Y recalcaba: Así tenemos que trabajar nosotros también. Esta arquidiócesis tiene el treinta y tantos por ciento de los habitantes del país. Nosotros sabemos que tenemos que crear las condiciones para que estos hermanos nuestros no se marchen a otras provincias por falta de esperanza, de interés, de motivación. Ésa es también nuestra misión y nuestro trabajo. Tenemos que arrimar el hombro y levantar el Espíritu y darle aquello que falta. Tenemos que predicar a Jesucristo, ése es el gran aporte que podemos dar, nuestro aporte.
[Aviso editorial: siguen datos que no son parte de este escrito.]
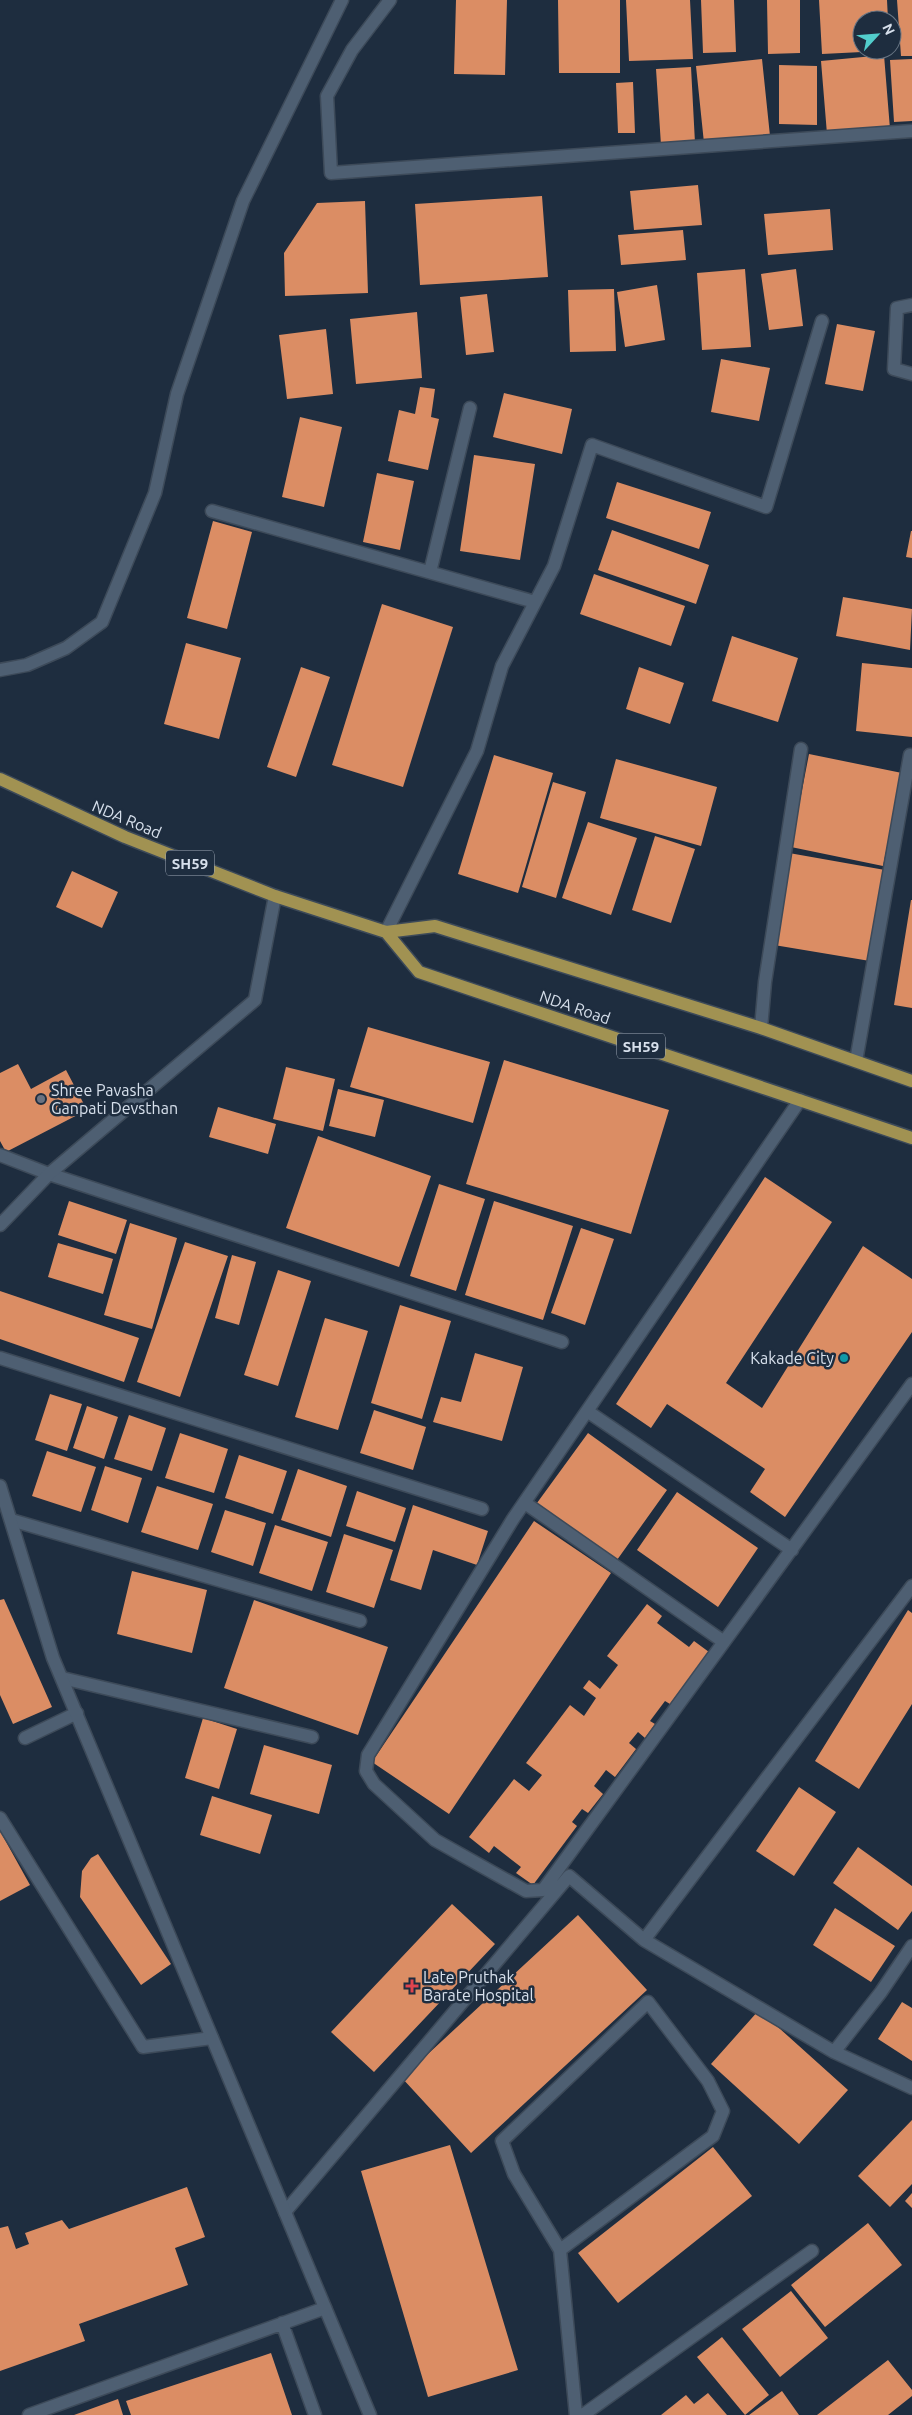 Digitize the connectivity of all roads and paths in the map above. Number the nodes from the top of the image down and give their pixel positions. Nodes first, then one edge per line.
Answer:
1 (342, 0) edge
2 (390, 0) edge
3 (912, 131) edge
4 (912, 304) edge
5 (822, 321) dead end
6 (912, 374) edge
7 (470, 408) dead end
8 (212, 511) dead end
9 (430, 572) junction
10 (535, 602) junction
11 (0, 670) edge
12 (801, 749) dead end
13 (910, 755) dead end
14 (0, 779) edge
15 (275, 896) junction
16 (386, 932) junction
17 (760, 1028) junction
18 (856, 1061) junction
19 (912, 1080) edge
20 (800, 1100) junction
21 (912, 1138) edge
22 (0, 1155) edge
23 (49, 1174) junction
24 (0, 1225) edge
25 (562, 1342) dead end
26 (0, 1358) edge
27 (912, 1384) edge
28 (587, 1410) junction
29 (0, 1486) edge
30 (525, 1504) junction
31 (482, 1510) dead end
32 (10, 1520) junction
33 (792, 1550) junction
34 (912, 1586) edge
35 (360, 1621) dead end
36 (724, 1642) junction
37 (62, 1678) junction
38 (77, 1713) junction
39 (312, 1737) dead end
40 (25, 1738) dead end
41 (0, 1818) edge
42 (644, 1940) junction
43 (912, 1946) edge
44 (212, 2038) junction
45 (834, 2052) junction
46 (912, 2088) edge
47 (285, 2212) junction
48 (560, 2250) junction
49 (812, 2251) dead end
50 (325, 2308) junction
51 (282, 2324) junction
52 (29, 2415) edge
53 (315, 2415) edge
54 (370, 2415) edge
55 (576, 2415) edge
56 (583, 2415) edge

1 - 11 street
2 - 3 street
4 - 6 street
5 - 10 street
7 - 9 street
8 - 9 street
9 - 10 street
10 - 16 street
12 - 17 street
13 - 18 street
14 - 15 main road, NDA Road / SH59
15 - 16 main road, NDA Road / SH59
15 - 23 street
16 - 17 main road, NDA Road / SH59
16 - 20 main road, NDA Road / SH59
17 - 18 main road, NDA Road / SH59
18 - 19 main road, NDA Road / SH59
20 - 21 main road, NDA Road / SH59
20 - 28 street
22 - 23 street
23 - 24 street
23 - 25 street
26 - 31 street
27 - 33 street
28 - 30 street
28 - 33 street
29 - 32 street
30 - 36 street
30 - 36 street
32 - 35 street
32 - 37 street
33 - 36 street
34 - 42 street
37 - 38 street
37 - 39 street
38 - 40 street
38 - 44 street
41 - 44 street
42 - 45 street
42 - 47 street
43 - 45 street
44 - 47 street
45 - 46 street
47 - 50 street
48 - 48 street
48 - 55 street
49 - 56 street
50 - 51 street
50 - 54 street
51 - 52 street
51 - 53 street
Todos podemos aportar en política, economía y educación. Pero lo que nos caracteriza es predicar la verdad de la fe, eso es lo que nos ha hecho ser fieles a través de tanto tiempo. Dándoles a las personas la confianza en Dios; que donde haya comunidades también haya templos, para que Dios esté presente como garantía de amor y solidaridad en medio de nuestro pueblo.

Al finalizar la eucaristía, Mons. Luigi Bonazzi, Nuncio Apostólico en Cuba, nos hacía presente la bendición del Santo Padre y nos daba su imagen de lo vivido, haciéndonos colocar la ceremonia en el cuadro del viejo Simeón, cuando dijo: “Ahora, Señor, puedes dejar ir a tu siervo en paz”, pues algo así vio en los ojos y el corazón de Mons. Meurice.
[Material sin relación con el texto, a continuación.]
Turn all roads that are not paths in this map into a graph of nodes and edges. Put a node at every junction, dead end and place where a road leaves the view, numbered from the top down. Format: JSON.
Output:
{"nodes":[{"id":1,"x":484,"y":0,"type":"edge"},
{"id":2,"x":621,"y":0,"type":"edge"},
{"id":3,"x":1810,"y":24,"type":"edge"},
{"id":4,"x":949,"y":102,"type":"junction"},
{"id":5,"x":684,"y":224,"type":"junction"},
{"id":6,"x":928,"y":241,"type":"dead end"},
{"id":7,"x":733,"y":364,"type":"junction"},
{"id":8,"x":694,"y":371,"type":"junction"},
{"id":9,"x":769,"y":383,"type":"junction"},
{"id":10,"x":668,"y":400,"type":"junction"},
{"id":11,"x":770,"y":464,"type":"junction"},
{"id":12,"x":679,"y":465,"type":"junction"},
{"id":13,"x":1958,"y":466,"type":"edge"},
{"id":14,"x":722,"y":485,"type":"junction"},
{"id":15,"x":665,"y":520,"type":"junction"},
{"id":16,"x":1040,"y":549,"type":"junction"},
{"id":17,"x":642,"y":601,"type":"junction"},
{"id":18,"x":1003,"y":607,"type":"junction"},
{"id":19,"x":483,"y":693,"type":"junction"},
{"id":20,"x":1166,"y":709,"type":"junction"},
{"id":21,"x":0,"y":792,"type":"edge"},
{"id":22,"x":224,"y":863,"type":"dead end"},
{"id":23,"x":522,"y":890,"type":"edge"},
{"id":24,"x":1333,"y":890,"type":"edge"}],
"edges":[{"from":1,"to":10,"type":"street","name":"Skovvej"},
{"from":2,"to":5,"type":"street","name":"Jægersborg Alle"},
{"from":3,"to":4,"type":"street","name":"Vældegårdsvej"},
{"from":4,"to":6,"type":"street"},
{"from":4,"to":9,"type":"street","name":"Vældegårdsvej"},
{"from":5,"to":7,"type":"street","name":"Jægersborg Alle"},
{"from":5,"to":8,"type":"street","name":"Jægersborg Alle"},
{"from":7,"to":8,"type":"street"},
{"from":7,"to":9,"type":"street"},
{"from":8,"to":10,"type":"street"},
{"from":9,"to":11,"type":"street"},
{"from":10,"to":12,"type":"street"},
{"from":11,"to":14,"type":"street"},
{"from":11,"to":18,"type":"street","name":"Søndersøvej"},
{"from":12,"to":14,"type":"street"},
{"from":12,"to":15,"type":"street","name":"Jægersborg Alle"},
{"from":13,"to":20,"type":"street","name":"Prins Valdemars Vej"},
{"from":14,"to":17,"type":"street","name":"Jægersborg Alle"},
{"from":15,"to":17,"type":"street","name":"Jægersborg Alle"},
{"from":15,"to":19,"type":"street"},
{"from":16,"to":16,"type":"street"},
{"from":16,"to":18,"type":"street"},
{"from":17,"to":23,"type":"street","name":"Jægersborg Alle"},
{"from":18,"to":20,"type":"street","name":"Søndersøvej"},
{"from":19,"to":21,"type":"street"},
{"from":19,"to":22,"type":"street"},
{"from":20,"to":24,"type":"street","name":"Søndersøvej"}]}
El señor Nuncio veía a Mons. Dionisio como un don que el Santo Padre ha enviado a Mons. Meurice, al cual, en sentidas palabras describió como “el buen obrero que ha llevado sobre sus hombros el peso arduo y difícil de esta Iglesia. Su influjo ha sido no sólo en Santiago, sino en esta Isla”. Esta afirmación arrancó prolongados aplausos, e hizo poner en pie a todos los presentes. “Y es por eso”, dijo el nuncio, “que en nombre de la Iglesia, en nombre de los nuncios que han trabajado aquí durante este tiempo, quiero ser portador de un grande gracias. Ha sabido ser padre de los pobres, defensor de los oprimidos, portador de la verdad en medio de su pueblo. Ha servido a ese pueblo. Ha sido un digno sucesor de San Antonio María Claret, Mons. Zubizarreta, Mons. Pérez Serantes. Ha guardado como su más precioso don la imagen de la Virgen de la Caridad”.